(Stored data entries)
::::::::

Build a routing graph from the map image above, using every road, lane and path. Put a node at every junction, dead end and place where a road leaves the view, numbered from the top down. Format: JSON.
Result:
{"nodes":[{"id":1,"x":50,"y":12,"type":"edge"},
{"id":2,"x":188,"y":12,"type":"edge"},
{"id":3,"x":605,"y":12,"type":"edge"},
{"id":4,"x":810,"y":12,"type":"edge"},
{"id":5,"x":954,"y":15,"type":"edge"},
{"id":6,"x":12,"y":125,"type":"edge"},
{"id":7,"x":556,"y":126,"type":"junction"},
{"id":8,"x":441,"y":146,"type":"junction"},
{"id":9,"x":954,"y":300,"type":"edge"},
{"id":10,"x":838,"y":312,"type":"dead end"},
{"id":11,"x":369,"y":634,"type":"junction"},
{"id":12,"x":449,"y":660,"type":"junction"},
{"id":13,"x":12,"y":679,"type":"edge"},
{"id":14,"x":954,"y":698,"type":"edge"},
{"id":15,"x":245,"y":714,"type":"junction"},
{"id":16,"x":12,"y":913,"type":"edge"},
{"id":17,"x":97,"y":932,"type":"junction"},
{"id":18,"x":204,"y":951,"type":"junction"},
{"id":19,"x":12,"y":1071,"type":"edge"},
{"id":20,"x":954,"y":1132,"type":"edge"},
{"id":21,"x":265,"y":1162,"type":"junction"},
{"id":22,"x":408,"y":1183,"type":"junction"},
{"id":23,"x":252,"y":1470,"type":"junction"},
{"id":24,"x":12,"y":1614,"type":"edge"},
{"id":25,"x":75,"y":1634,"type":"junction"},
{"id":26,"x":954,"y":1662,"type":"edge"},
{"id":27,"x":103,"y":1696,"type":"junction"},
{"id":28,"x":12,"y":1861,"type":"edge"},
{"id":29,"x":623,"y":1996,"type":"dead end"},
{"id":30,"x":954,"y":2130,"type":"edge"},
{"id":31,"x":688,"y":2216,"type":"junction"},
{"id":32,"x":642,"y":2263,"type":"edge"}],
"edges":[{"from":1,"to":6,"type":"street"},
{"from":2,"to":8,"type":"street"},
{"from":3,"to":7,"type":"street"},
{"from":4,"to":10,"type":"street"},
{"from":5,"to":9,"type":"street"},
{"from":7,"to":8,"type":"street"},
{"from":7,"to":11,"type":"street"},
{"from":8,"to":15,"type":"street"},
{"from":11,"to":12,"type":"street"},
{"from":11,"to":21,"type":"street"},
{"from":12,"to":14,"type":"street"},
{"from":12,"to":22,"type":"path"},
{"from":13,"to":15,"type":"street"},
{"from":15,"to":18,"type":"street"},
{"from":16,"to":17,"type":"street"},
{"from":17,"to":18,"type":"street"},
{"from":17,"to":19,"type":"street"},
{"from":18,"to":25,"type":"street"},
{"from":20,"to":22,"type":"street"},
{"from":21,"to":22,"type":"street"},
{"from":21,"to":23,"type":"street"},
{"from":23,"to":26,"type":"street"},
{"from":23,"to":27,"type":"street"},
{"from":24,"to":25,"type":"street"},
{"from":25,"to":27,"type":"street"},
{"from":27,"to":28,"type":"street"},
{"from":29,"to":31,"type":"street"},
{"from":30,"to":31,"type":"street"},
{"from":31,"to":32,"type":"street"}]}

::::::::

Exactly as they stand, repeat all the records.

## ANSWER TO THIS PROBLEM
Build a routing graph from the map image above, using every road, lane and path. Put a node at every junction, dead end and place where a road leaves the view, numbered from the top down. Format: JSON.
Result:
{"nodes":[{"id":1,"x":50,"y":12,"type":"edge"},
{"id":2,"x":188,"y":12,"type":"edge"},
{"id":3,"x":605,"y":12,"type":"edge"},
{"id":4,"x":810,"y":12,"type":"edge"},
{"id":5,"x":954,"y":15,"type":"edge"},
{"id":6,"x":12,"y":125,"type":"edge"},
{"id":7,"x":556,"y":126,"type":"junction"},
{"id":8,"x":441,"y":146,"type":"junction"},
{"id":9,"x":954,"y":300,"type":"edge"},
{"id":10,"x":838,"y":312,"type":"dead end"},
{"id":11,"x":369,"y":634,"type":"junction"},
{"id":12,"x":449,"y":660,"type":"junction"},
{"id":13,"x":12,"y":679,"type":"edge"},
{"id":14,"x":954,"y":698,"type":"edge"},
{"id":15,"x":245,"y":714,"type":"junction"},
{"id":16,"x":12,"y":913,"type":"edge"},
{"id":17,"x":97,"y":932,"type":"junction"},
{"id":18,"x":204,"y":951,"type":"junction"},
{"id":19,"x":12,"y":1071,"type":"edge"},
{"id":20,"x":954,"y":1132,"type":"edge"},
{"id":21,"x":265,"y":1162,"type":"junction"},
{"id":22,"x":408,"y":1183,"type":"junction"},
{"id":23,"x":252,"y":1470,"type":"junction"},
{"id":24,"x":12,"y":1614,"type":"edge"},
{"id":25,"x":75,"y":1634,"type":"junction"},
{"id":26,"x":954,"y":1662,"type":"edge"},
{"id":27,"x":103,"y":1696,"type":"junction"},
{"id":28,"x":12,"y":1861,"type":"edge"},
{"id":29,"x":623,"y":1996,"type":"dead end"},
{"id":30,"x":954,"y":2130,"type":"edge"},
{"id":31,"x":688,"y":2216,"type":"junction"},
{"id":32,"x":642,"y":2263,"type":"edge"}],
"edges":[{"from":1,"to":6,"type":"street"},
{"from":2,"to":8,"type":"street"},
{"from":3,"to":7,"type":"street"},
{"from":4,"to":10,"type":"street"},
{"from":5,"to":9,"type":"street"},
{"from":7,"to":8,"type":"street"},
{"from":7,"to":11,"type":"street"},
{"from":8,"to":15,"type":"street"},
{"from":11,"to":12,"type":"street"},
{"from":11,"to":21,"type":"street"},
{"from":12,"to":14,"type":"street"},
{"from":12,"to":22,"type":"path"},
{"from":13,"to":15,"type":"street"},
{"from":15,"to":18,"type":"street"},
{"from":16,"to":17,"type":"street"},
{"from":17,"to":18,"type":"street"},
{"from":17,"to":19,"type":"street"},
{"from":18,"to":25,"type":"street"},
{"from":20,"to":22,"type":"street"},
{"from":21,"to":22,"type":"street"},
{"from":21,"to":23,"type":"street"},
{"from":23,"to":26,"type":"street"},
{"from":23,"to":27,"type":"street"},
{"from":24,"to":25,"type":"street"},
{"from":25,"to":27,"type":"street"},
{"from":27,"to":28,"type":"street"},
{"from":29,"to":31,"type":"street"},
{"from":30,"to":31,"type":"street"},
{"from":31,"to":32,"type":"street"}]}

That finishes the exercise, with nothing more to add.